My own interest in the phenomenon of Godmen was roused by my meeting with Dadaji. Although I am a confirmed agnostic, the experience was traumatic. I have had similar experiences with others like Neelakantha Thataji and Baba Bhootnath who not only read my mind but told me details of my family. And when I took my leave produced prasadam of cardamoms out of his palm and continued pouring them out to the dozens of 'others who were there with me. In the home of the film star Leena Chandavarkar I saw oil lamps whirl like dancing dervishes as soon as her mother began to chant evening prayers.

Although baffled by these manifestations, I do not consider them real evidence of spiritual powers. I have little doubt that none of them could stand the test of scientific scrutiny. However, what impressed me more than what these Gurus, Godmen and God-women did or had to say was the adoration they inspired in their following and what it did to many of them. I have seen people on the verge of nervous breakdown restored to mental health; epileptics cured of epilepsy; drug addicts rid of drug addiction; diabetics able to produce their own insulin; even serious physical injury which had stubbornly refused to yield to medical treatment respond to the healing touch of the Guru, When it comes to the relationships of the Guru and his disciples. the age of miracles can by no means be considered to have passed.

The unflagging and unqualified faith that disciples repose in their Gurus has to be seen to be believed. When recently Dadaji was arrested on charges of forging a will, his devotee the film star Abhi Bhattacharya explained to me that this was the doing of Dadaji himself, his own leela, to test the faith of his followers.
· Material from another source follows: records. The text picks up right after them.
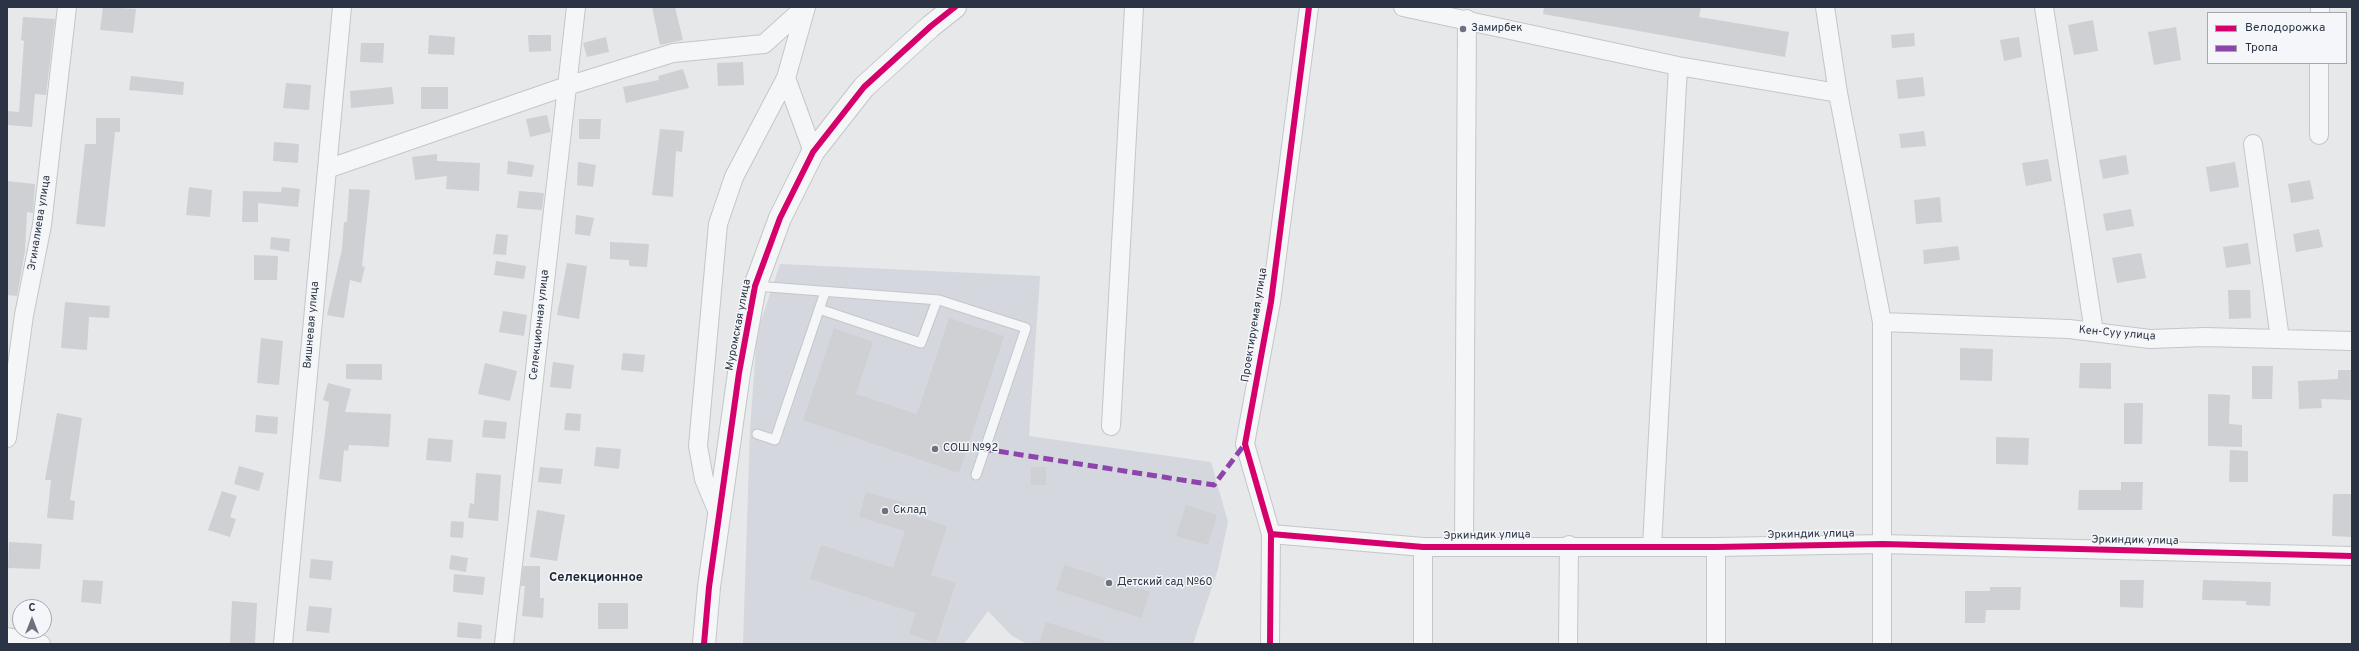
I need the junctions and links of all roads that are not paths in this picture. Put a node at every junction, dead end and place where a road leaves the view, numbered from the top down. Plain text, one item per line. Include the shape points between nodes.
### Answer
1 (67, 7) edge
2 (342, 7) edge
3 (576, 7) edge
4 (806, 7) edge
5 (955, 7) edge
6 (1134, 7) edge
7 (1309, 7) edge
8 (1403, 7) edge
9 (1825, 7) edge
10 (2044, 7) edge
11 (1467, 19) junction
12 (2320, 64) edge
13 (1678, 66) junction
14 (786, 78) junction
15 (567, 86) junction
16 (1838, 93) junction
17 (2319, 135) dead end
18 (2253, 144) dead end
19 (813, 152) junction
20 (327, 169) junction
21 (755, 286) junction
22 (825, 292) junction
23 (936, 300) junction
24 (819, 309) junction
25 (1882, 322) junction
26 (2094, 332) junction
27 (2280, 339) junction
28 (2352, 341) edge
29 (1111, 426) dead end
30 (757, 434) dead end
31 (7, 438) edge
32 (976, 475) dead end
33 (720, 514) junction
34 (1270, 534) junction
35 (1883, 544) junction
36 (1569, 545) junction
37 (1464, 546) junction
38 (1652, 546) junction
39 (1423, 547) junction
40 (1716, 547) junction
41 (2352, 556) edge
42 (7, 637) edge
43 (41, 644) edge
44 (283, 644) edge
45 (504, 644) edge
46 (704, 644) edge
47 (1270, 644) edge
48 (1423, 644) edge
49 (1568, 644) edge
50 (1716, 644) edge
51 (1882, 644) edge

1 - 31 street, Эгиналиева улица via 42,225 24,315
2 - 20 street, Вишневая улица
3 - 15 street, Селекционная улица
4 - 14 street
4 - 15 street via 764,44 673,53
5 - 19 street, Муромская улица via 864,87
6 - 29 street
7 - 34 street, Проектируемая улица via 1270,302 1245,444
8 - 11 street
9 - 16 street
10 - 26 street
11 - 13 street
11 - 37 street
12 - 17 street
13 - 16 street
13 - 38 street
14 - 19 street
14 - 33 street via 734,177 718,224 698,446 704,479
15 - 20 street
15 - 45 street, Селекционная улица
16 - 25 street
18 - 27 street
19 - 21 street, Муромская улица via 780,218
20 - 44 street, Вишневая улица
21 - 22 lane
21 - 33 street, Муромская улица via 739,373
22 - 23 lane
22 - 24 lane
23 - 24 lane via 921,342
23 - 32 lane via 1026,328
24 - 30 lane via 775,440
25 - 26 street, Кен-Суу улица
25 - 35 street
26 - 27 street, Кен-Суу улица via 2150,339
27 - 28 street, Кен-Суу улица
33 - 46 street, Муромская улица
34 - 39 street, Эркиндик улица
34 - 47 street, Проектируемая улица
35 - 40 street, Эркиндик улица
35 - 41 street, Эркиндик улица
35 - 51 street
36 - 37 street, Эркиндик улица
36 - 38 street, Эркиндик улица
36 - 49 street
37 - 39 street, Эркиндик улица
38 - 40 street, Эркиндик улица
39 - 48 street
40 - 50 street
42 - 43 street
None of them were found wanting. It was the same with Sri Sathya Sai Baba. A civil suit filed against him for recovery of a large sum of money was widely publicised in the press. But it did not make the slightest dent in his enormous following. Nor has the popularity of the young Guru Maharaj Ji diminished because of charges of smuggling foreign currency, living in a grand style and marrying his American secretary a few years older than himself, levelled against him. To the disciple, the Guru is God and therefore perfect.

Since I do not believe in God, I can hardly be expected to believe in his human manifestation. I thought it best to let devotees speak on the objects of their devotions and restricted my editorial blue pencil to correcting only blatant errors of grammar. The narrative is often repetitive, full of superlatives and exaggerated claims regarding the following. But it does convey something of the fervency that Gurus and Godmen inspire in their following. The only person who does not fall into the category of Gurus and Godmen is Mother Teresa. I have included her because she is a wonderful person as worthy of worship as any human being I have ever known.